The lower surface is black, often with a narrow paler brownish margin, and carries a moderate to dense cover of simple to forked rhizines up to about 1.5–2 mm long. Apothecia are rare; they are short-stalked to almost stalkless, 1–8 (sometimes up to 11) mm in diameter, with a smooth thalline margin that becomes toothed or lobulate and is punctured by elevated pseudocyphellae. The brown disc commonly splits radially with age. The spore-bearing layer (hymenium) is about 60–65 μm tall, and the ascospores are broadly ellipsoid, measuring roughly 10–12 by 15–17 μm with a wall about 1 μm thick. Pycnidia, in contrast, are usually present as small black dots near the lobe margins. Chemically, the species contains atranorin, chloratranorin and salazinic acid as major constituents, with consalazinic acid, protocetraric acid and an additional fatty acid present in smaller amounts.

==Habitat and distribution==

Nipponoparmelia pseudolaevior is primarily an epiphyte on the bark and branches of trees in mixed forests, where it favours relatively open, humid sites such as forest margins and stream corridors. Specimens have been collected from the trunks of Cryptomeria japonica and a range of deciduous broad-leaved trees, with more occasional records from conifers such as Tsuga diversifolia, Abies veitchii and A. sachalinensis, and in some cases directly from rock surfaces. It often forms part of corticolous lichen communities together with species of Menegazzia, Parmelia and Lepraria.
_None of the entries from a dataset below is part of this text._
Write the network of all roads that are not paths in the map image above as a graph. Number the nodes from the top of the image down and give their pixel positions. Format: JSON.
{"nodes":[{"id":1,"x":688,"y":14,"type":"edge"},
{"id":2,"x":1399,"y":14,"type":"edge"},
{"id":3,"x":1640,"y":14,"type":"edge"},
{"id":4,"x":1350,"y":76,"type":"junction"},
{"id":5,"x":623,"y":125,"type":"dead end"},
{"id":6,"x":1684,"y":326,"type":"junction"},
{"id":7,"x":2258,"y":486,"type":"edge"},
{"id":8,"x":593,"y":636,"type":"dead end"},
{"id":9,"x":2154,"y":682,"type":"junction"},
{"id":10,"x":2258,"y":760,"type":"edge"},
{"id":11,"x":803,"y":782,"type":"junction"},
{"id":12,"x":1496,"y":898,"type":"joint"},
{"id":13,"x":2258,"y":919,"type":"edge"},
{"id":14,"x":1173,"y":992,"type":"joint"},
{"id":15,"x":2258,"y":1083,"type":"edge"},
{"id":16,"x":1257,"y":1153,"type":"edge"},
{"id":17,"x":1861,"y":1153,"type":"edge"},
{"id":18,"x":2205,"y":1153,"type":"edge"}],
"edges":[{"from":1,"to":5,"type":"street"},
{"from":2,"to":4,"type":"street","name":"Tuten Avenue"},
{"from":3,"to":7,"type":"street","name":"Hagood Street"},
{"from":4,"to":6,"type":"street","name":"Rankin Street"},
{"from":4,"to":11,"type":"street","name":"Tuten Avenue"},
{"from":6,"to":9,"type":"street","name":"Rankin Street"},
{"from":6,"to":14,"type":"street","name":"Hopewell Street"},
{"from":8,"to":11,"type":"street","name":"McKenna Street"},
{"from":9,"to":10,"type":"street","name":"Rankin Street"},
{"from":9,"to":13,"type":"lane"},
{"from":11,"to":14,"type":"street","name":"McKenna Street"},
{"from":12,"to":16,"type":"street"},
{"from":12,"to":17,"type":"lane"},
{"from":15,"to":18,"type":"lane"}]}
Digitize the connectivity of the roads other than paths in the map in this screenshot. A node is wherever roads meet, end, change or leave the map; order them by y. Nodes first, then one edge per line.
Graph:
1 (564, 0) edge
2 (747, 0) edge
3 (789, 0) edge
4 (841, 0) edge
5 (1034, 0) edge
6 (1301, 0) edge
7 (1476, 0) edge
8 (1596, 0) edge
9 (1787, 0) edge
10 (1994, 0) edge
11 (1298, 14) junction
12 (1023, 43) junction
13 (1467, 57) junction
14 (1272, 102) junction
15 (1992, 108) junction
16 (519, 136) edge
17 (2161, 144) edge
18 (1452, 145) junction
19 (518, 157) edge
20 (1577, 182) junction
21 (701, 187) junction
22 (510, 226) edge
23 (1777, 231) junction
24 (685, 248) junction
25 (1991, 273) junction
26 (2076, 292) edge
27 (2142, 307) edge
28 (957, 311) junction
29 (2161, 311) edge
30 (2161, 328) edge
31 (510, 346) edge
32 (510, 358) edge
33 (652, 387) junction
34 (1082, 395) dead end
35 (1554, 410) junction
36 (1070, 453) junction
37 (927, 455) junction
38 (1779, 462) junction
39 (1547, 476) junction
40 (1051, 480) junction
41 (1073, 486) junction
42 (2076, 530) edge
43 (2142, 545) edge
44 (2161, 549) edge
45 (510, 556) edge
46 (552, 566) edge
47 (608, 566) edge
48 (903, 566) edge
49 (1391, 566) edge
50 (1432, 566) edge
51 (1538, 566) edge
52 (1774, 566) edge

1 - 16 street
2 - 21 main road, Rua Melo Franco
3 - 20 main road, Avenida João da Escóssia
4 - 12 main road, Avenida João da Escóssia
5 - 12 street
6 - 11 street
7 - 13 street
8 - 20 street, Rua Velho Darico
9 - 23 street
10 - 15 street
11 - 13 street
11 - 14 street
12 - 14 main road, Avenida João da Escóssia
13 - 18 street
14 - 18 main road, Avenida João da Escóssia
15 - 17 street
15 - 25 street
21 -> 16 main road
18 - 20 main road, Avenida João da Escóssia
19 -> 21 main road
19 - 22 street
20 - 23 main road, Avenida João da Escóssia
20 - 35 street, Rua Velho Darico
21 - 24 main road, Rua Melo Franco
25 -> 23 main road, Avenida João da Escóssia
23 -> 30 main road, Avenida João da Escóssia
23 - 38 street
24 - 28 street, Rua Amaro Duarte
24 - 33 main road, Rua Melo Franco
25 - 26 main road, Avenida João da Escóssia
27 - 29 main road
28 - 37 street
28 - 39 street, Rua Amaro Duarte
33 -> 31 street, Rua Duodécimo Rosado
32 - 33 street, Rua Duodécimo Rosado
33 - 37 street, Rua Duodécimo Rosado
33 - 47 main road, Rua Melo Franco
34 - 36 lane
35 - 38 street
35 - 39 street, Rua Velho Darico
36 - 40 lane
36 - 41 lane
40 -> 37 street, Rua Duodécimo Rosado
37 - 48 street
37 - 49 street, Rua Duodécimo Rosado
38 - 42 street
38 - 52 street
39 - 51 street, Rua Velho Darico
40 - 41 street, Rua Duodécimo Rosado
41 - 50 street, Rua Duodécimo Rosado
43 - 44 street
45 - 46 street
The species appears to be restricted to eastern Asia. It is widely distributed in Japan and has been reported from scattered localities in South Korea and the southern Russian Far East. In South Korea it is currently known only from the montane sites Mt Taebaek and Mt Baegun, whereas Russian collections come from mixed and deciduous–coniferous forests on Sakhalin Island, the southern Kuril Islands and several sites in Primorsky and Khabarovsk Krais.